Myanmar coup: police threaten use of deadly force as monks, nurses join protests
- So far gatherings have been peaceful, unlike bloody crackdowns during previous widespread protests in 1988 and 2007
- In addition to the street protests, a campaign of civil disobedience has begun, including doctors, some teachers and other government workers
In the capital Naypyidaw, three lines of police in riot gear could be seen across a road as protesters chanted anti-coup slogans and told police they should serve the people not the military, according to media and a live feed of events.
Police placed a sign in the road saying that live ammunition could be used if demonstrators breached the third line of officers.
Earlier, police in Naypyidaw briefly turned water cannon on protesters. The junta could not be reached for comment on the protests, but state media signalled possible action against protesters in the first comment from any government channel, saying the public wanted rid of “wrongdoers”.
Martial law was declared later on Monday in seven townships in Myanmar’s second biggest city of Mandalay, officials said, with people banned from protesting or gathering in groups of more than five, and a curfew set to run from 8pm until 4am, the general administration department said in a statement.

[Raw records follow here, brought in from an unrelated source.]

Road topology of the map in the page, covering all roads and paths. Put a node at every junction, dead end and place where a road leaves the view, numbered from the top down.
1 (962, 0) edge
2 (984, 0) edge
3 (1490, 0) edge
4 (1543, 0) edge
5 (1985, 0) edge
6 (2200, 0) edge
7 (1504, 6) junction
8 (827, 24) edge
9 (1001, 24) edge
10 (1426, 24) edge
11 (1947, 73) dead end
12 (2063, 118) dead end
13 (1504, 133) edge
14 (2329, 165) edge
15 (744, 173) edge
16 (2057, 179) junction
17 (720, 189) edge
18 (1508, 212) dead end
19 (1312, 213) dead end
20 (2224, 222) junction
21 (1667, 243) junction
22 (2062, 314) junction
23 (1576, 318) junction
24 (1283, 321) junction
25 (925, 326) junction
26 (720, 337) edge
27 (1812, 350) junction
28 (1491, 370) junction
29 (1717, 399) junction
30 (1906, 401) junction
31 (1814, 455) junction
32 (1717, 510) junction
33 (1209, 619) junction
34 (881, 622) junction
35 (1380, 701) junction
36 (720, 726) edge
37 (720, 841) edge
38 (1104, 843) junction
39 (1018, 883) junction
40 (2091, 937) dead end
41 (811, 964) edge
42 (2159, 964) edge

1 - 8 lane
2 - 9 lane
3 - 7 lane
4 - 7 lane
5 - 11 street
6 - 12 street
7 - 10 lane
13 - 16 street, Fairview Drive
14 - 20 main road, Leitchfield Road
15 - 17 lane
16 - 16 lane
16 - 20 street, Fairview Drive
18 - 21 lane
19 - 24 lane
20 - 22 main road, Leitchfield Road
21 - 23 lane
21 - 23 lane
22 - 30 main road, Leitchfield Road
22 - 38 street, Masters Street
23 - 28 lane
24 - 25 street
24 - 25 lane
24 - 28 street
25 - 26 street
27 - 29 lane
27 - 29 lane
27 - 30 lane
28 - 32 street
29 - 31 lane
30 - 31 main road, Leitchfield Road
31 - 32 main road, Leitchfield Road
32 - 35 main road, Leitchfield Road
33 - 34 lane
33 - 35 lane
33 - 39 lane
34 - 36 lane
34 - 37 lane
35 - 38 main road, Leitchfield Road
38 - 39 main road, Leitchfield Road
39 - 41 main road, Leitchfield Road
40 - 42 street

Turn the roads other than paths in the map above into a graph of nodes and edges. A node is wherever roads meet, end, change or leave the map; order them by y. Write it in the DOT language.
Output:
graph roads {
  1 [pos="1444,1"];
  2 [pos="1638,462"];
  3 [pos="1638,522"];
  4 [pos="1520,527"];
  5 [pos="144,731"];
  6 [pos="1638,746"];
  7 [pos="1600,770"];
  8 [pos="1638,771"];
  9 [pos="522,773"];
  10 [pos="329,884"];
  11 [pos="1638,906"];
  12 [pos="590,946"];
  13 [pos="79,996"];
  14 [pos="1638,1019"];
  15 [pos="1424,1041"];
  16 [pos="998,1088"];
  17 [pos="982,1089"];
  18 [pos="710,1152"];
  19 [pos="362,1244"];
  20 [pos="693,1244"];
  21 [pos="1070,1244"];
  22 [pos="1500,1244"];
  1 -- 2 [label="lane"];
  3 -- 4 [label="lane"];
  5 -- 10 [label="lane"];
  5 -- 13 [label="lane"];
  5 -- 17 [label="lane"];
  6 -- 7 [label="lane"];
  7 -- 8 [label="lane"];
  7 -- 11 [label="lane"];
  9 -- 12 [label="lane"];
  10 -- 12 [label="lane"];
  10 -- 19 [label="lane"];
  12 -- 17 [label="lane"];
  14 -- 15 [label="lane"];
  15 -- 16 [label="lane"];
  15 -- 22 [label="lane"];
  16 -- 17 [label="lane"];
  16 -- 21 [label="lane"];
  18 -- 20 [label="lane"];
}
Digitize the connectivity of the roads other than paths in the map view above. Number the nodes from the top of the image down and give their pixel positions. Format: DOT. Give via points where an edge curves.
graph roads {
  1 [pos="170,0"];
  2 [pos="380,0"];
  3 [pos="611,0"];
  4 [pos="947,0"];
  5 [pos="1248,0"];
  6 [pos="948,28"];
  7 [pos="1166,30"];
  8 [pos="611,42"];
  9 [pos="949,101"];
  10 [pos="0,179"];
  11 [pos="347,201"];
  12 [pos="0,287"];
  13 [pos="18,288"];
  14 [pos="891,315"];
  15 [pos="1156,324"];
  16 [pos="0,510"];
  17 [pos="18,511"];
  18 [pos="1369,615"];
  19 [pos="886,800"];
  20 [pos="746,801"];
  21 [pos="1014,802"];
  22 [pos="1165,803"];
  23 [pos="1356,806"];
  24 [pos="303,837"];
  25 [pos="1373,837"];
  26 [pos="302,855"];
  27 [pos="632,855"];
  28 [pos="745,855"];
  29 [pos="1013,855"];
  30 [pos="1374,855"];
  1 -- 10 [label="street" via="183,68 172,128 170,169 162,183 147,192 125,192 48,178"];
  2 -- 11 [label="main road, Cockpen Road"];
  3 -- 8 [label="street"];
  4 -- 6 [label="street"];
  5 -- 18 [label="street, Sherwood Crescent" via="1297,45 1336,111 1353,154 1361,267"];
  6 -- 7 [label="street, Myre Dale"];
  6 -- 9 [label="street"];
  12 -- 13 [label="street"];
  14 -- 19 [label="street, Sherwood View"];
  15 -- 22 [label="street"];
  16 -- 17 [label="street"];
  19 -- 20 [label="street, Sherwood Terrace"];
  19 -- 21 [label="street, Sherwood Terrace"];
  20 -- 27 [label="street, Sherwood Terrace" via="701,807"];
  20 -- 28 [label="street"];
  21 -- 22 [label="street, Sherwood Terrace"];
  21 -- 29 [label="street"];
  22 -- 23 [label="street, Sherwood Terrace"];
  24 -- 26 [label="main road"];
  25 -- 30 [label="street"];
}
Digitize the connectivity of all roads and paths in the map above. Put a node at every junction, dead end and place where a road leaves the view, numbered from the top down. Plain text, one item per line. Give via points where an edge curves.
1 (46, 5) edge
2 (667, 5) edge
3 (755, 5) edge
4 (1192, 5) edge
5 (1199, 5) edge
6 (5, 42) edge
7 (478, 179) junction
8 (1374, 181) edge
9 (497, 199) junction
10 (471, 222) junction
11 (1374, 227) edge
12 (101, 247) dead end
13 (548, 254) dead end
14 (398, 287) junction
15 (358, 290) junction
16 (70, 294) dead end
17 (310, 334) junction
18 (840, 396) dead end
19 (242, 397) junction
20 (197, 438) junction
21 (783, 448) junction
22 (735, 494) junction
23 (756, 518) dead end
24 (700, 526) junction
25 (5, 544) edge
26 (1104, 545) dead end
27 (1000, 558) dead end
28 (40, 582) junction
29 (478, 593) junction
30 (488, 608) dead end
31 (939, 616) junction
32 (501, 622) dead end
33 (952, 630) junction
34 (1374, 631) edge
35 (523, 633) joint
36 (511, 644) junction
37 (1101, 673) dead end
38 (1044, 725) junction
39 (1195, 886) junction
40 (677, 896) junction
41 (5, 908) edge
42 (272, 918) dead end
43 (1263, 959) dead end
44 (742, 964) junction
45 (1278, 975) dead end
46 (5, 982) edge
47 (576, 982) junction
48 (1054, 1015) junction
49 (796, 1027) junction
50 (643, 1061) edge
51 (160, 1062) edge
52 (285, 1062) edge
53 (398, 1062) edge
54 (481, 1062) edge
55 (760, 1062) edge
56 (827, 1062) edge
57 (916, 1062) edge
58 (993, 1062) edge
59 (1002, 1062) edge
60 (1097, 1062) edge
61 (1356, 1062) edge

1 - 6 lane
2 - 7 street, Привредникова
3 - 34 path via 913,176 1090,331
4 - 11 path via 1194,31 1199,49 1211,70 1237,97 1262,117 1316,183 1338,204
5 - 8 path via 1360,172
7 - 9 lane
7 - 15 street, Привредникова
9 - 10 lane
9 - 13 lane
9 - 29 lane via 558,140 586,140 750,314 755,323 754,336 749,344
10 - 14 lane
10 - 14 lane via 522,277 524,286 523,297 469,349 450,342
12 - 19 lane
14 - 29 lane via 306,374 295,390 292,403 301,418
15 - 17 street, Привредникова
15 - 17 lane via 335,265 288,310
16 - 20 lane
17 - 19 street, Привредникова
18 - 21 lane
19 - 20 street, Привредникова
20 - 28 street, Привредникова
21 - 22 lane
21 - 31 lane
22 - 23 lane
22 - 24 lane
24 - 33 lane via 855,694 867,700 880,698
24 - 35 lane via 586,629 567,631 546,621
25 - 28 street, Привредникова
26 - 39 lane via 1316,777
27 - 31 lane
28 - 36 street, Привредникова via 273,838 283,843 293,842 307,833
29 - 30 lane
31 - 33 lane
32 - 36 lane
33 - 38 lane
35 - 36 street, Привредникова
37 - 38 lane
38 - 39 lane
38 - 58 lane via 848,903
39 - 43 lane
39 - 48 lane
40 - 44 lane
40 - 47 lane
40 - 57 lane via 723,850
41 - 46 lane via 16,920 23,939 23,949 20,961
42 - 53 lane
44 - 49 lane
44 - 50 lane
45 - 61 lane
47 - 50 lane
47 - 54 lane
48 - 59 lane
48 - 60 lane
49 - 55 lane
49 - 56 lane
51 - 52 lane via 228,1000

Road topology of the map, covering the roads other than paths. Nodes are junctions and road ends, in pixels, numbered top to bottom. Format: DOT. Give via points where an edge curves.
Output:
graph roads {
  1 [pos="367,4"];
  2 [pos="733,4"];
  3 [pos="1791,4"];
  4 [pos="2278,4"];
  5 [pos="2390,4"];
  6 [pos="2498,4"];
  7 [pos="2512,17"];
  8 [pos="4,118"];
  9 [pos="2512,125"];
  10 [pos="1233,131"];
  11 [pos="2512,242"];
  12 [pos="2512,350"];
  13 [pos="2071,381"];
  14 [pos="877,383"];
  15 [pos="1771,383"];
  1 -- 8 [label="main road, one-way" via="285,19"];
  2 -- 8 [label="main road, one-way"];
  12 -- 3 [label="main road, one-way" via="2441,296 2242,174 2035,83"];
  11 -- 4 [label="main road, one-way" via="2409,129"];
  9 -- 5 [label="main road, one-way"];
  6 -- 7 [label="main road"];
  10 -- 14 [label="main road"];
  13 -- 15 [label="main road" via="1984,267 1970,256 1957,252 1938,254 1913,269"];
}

“We, the whole people who value justice, freedom, equality, peace and safety, not only refuse to accept the lawless wrongdoers but also request that they be prevented and removed through cooperation,” the MRTV television station said in a comment.
Though not attributed to any authority or group, it was later read out on a military-owned network.
Calls to join protests and to back a campaign of civil disobedience have grown louder and more organised since the coup, which drew widespread international condemnation.
“We health workers are leading this campaign to urge all government staff to join,” Aye Misan, a nurse at a government hospital said at a protest in the biggest city of Yangon.
“Our message to the public is that we aim to completely abolish this military regime and we have to fight for our destiny.”
Gatherings have been good-natured and largely peaceful, unlike bloody crackdowns on previous protests, in 1988 and 2007 in particular.
Thousands also marched also in the southeastern city of Dawei and in the Kachin state capital in the far north, the massive crowds reflecting a rejection of military rule by diverse ethnic groups, even those who have been critical of Suu Kyi and accused her government of neglecting minorities.
In Yangon, a group of saffron-robed monks, who have a history of rallying community action in the overwhelmingly Buddhist country, marched in the vanguard of protests with workers and students. They flew multicoloured Buddhist flags alongside red banners in the colour of Suu Kyi’s National league for Democracy (NLD), which won a landslide election in November.
“Release Our Leaders, Respect Our Votes, Reject Military Coup,” said one sign.
The protests are the biggest since the “Saffron Revolution” led by monks in 2007, which led over subsequent years to the military’s gradual withdrawal from politics after decades of direct rule, a process brought to a jarring halt by the February 1 coup.
In a development likely to worry the military, some government workers have been seen joining doctors and some teachers in rallying to the call for a campaign of civil disobedience and strikes.
“We request government staff from all departments not to attend work from Monday,” said activist Min Ko Naing, a veteran of the 1988 demonstrations that brought Suu Kyi to prominence.
The government lifted a day-long internet ban at the weekend. The block prompted even more anger in a country fearful of returning to the isolation and poverty before the transition to democracy began in 2011.
Suu Kyi won the Nobel Peace Prize in 1991 for campaigning for democracy and spent nearly 15 years under house as she struggled to end almost half a century of army rule.
The 75-year-old has been kept incommunicado since army chief General Min Aung Hlaing seized power in the early hours of Feb. 1 to counter what the military said was widespread fraud in the Nov. 8 election. The election commission rejected complaints of fraud.
Suu Kyi faces charges of illegally importing six walkie-talkies and is being held in police detention until Feb. 15. Her lawyer said he has not been allowed to see her.
The daughter of the former British colony’s independence hero Aung San, Suu Kyi remains hugely popular at home despite damage to her international reputation over the plight of the Muslim Rohingya minority.
While Western governments have condemned the coup, there has been little in the way of concrete action to press the generals.
The UN Security Council has called for the release of Suu Kyi and other detainees and the United States is considering targeted sanctions.
Australia condemned the coup and demanded the immediate release of a citizen who was working as an economic adviser to the Suu Kyi government, who was arrested over the weekend.
Pope Francis urged Myanmar’s military leaders to free political prisoners and resume the “brusquely interrupted” path to democracy.